> **TASK INSTRUCTIONS**
When a line below contains the string "main", show that line.

> **Data entries**
== Segment start ==
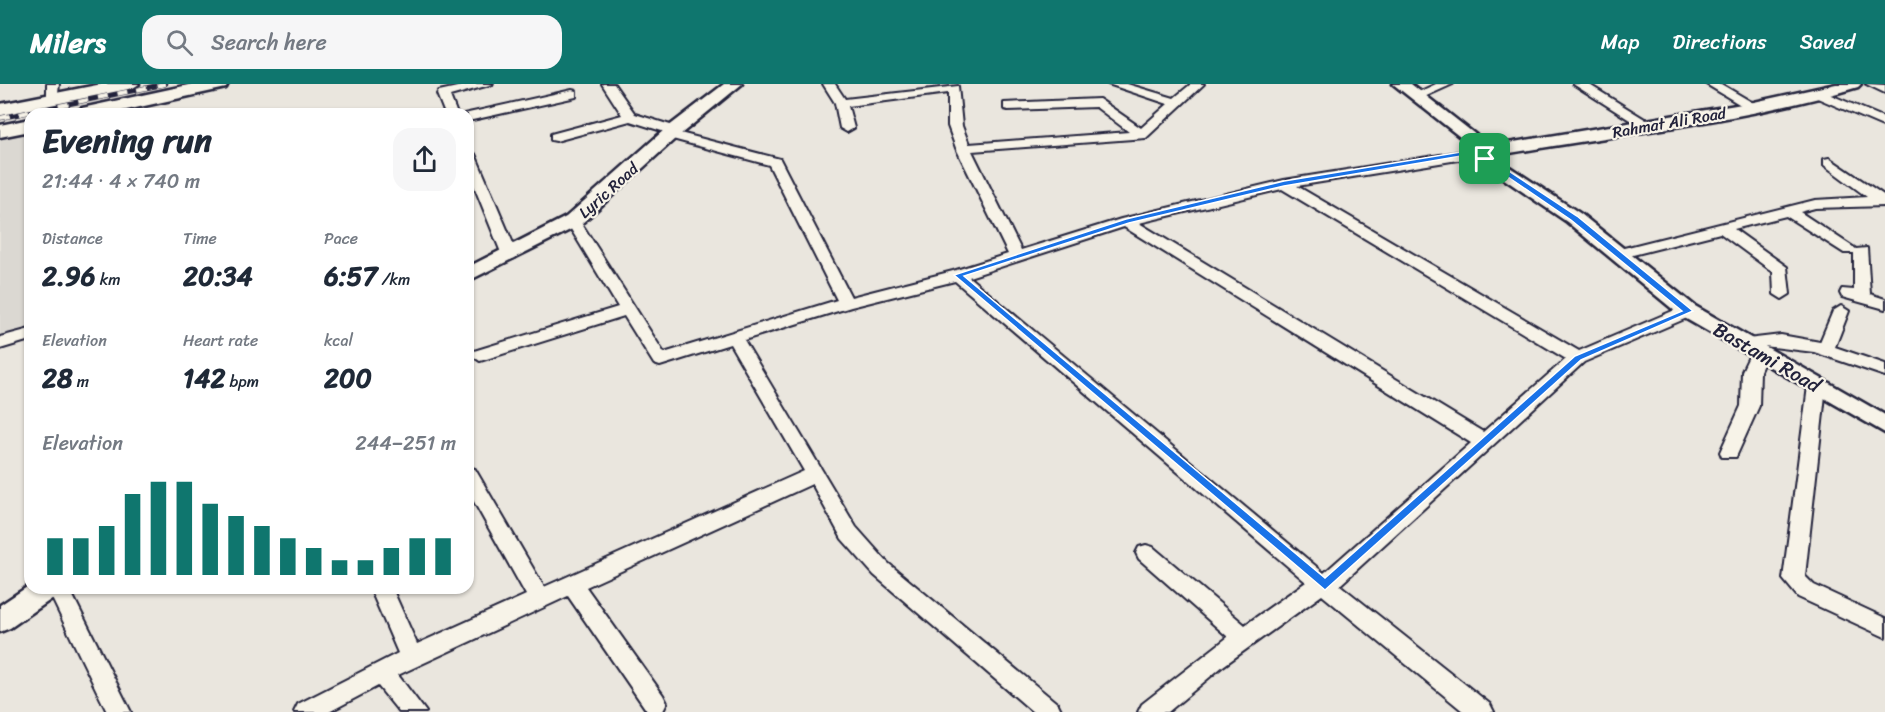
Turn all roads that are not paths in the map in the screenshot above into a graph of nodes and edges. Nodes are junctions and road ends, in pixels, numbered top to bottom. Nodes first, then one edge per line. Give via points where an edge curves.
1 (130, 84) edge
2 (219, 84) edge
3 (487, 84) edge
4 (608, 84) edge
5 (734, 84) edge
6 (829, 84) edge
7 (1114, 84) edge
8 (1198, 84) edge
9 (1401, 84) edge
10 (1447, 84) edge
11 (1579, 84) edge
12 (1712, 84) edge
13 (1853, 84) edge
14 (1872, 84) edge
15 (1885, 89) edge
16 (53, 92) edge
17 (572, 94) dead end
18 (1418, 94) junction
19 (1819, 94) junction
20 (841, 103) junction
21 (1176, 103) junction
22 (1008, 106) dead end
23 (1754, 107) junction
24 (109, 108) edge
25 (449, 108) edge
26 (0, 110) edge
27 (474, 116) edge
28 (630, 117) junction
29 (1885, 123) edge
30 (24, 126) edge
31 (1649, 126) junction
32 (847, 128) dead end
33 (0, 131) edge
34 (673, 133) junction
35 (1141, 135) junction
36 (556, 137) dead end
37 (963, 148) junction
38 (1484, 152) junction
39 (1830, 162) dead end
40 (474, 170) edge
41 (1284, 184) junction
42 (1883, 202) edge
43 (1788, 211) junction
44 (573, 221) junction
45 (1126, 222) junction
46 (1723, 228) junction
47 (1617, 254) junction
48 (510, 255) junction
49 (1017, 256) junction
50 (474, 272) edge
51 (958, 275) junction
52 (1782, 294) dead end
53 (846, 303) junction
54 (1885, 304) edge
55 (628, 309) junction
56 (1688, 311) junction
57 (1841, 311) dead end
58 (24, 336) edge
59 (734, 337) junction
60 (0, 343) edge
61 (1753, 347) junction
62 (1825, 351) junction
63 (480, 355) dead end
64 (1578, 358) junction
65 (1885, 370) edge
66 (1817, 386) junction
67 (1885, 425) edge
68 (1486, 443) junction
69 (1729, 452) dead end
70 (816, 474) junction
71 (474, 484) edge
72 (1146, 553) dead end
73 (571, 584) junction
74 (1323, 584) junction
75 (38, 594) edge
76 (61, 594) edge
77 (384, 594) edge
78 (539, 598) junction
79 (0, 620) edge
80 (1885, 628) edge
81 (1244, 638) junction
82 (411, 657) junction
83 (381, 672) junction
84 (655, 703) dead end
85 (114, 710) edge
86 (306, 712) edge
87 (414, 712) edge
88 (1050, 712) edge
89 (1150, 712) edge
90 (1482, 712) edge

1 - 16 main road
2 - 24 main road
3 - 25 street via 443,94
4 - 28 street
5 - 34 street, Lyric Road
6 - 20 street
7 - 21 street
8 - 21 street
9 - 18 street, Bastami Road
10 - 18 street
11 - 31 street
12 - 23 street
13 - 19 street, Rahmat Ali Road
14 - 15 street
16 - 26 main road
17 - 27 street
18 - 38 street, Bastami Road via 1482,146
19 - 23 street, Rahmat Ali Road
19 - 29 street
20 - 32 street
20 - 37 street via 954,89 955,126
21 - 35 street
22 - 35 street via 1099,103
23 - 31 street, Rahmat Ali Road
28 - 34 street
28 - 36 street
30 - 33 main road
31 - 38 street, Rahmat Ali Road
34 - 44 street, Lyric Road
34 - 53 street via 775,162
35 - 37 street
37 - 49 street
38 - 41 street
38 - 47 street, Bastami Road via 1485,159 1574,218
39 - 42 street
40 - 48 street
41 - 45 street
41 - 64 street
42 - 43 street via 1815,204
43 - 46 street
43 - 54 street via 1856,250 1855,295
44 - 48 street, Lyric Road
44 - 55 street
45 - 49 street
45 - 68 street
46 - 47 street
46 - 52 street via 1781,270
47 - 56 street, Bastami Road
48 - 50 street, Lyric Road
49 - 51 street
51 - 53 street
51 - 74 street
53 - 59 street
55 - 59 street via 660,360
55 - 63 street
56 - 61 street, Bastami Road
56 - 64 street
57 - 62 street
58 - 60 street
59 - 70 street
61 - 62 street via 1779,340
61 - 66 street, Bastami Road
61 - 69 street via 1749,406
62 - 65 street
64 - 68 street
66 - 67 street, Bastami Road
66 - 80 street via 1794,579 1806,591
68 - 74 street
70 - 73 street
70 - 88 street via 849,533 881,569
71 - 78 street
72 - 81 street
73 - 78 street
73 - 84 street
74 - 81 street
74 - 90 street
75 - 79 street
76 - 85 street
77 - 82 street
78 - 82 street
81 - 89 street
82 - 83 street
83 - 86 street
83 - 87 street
== Segment end ==
== Segment start ==
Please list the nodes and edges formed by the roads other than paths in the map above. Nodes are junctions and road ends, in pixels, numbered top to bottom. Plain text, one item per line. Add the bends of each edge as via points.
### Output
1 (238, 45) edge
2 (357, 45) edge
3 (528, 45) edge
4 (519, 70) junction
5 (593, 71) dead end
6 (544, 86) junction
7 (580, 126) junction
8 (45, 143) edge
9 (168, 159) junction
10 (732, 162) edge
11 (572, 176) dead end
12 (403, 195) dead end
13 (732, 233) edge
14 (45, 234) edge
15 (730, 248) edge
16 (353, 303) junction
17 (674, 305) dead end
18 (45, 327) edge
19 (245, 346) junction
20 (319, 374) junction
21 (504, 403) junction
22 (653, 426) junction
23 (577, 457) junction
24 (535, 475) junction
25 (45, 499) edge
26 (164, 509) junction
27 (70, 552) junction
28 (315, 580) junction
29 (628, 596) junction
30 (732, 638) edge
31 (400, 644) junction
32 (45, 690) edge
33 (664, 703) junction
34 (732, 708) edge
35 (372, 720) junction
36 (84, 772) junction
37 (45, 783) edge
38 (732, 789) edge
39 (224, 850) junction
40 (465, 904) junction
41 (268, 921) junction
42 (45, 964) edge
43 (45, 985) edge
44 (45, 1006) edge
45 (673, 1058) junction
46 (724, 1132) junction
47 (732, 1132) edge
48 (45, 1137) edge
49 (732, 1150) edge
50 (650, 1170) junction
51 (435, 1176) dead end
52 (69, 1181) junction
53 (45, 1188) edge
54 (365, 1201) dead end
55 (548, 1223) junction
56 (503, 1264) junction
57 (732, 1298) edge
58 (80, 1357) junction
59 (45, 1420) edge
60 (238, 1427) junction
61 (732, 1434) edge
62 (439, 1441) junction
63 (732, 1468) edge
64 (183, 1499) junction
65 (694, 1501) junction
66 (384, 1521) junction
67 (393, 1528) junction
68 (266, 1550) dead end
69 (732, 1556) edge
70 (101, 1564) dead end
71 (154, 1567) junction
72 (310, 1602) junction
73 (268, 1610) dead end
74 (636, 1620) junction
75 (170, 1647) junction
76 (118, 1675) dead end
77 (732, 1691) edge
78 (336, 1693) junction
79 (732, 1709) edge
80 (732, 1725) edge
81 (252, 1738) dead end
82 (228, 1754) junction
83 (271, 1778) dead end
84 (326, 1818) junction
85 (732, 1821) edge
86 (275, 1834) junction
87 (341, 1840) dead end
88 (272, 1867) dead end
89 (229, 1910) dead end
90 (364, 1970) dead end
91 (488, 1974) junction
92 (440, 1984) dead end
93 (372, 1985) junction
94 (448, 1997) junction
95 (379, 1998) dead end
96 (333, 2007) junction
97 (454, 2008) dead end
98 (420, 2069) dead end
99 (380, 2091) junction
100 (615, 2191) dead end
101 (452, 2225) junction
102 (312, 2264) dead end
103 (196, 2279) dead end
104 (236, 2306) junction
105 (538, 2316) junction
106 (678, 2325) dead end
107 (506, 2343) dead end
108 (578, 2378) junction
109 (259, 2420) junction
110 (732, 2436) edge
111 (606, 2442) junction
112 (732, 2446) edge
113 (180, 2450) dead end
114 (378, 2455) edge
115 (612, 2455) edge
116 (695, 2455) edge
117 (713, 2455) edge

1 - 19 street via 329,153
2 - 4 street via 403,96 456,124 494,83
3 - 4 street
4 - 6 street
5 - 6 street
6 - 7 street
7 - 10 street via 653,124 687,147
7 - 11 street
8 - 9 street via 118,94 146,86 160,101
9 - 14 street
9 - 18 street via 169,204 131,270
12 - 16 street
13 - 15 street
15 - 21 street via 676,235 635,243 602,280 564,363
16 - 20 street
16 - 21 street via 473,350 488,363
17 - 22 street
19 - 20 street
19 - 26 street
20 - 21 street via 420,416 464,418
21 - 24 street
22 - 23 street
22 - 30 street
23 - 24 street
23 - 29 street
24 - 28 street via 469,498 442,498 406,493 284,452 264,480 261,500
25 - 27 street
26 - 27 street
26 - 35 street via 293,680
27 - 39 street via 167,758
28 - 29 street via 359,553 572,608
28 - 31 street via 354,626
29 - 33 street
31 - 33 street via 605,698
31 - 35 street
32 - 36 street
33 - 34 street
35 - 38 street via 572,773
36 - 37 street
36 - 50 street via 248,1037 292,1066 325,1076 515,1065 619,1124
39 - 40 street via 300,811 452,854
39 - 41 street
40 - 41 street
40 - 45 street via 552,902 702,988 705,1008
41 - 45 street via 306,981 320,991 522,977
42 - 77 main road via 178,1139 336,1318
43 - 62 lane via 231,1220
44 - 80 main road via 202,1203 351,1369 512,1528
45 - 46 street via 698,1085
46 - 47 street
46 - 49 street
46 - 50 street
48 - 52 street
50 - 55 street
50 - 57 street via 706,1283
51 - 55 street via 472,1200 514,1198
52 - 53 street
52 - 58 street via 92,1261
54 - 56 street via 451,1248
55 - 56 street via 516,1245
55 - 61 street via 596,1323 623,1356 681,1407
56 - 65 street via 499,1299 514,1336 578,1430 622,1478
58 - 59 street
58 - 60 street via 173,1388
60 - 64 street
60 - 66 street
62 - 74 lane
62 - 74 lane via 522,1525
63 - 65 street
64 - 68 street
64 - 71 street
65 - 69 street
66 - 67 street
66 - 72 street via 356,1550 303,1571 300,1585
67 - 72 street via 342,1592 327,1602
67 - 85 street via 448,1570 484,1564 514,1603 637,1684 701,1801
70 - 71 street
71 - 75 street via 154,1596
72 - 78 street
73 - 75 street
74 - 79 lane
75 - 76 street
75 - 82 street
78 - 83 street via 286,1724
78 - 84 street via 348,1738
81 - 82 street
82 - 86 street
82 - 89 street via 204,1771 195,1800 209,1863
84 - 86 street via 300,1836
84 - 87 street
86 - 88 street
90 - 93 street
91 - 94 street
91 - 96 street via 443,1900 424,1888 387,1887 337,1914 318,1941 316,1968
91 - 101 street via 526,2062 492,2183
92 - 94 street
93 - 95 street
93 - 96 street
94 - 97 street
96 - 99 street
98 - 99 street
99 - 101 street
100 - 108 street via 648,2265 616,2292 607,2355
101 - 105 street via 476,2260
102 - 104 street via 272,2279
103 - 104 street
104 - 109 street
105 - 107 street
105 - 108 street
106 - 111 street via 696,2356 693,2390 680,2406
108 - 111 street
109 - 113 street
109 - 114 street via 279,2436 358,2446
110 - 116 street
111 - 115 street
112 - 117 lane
== Segment end ==
> **SOLVED PROBLEM**
1 - 16 main road
2 - 24 main road
16 - 26 main road
30 - 33 main road
42 - 77 main road via 178,1139 336,1318
44 - 80 main road via 202,1203 351,1369 512,1528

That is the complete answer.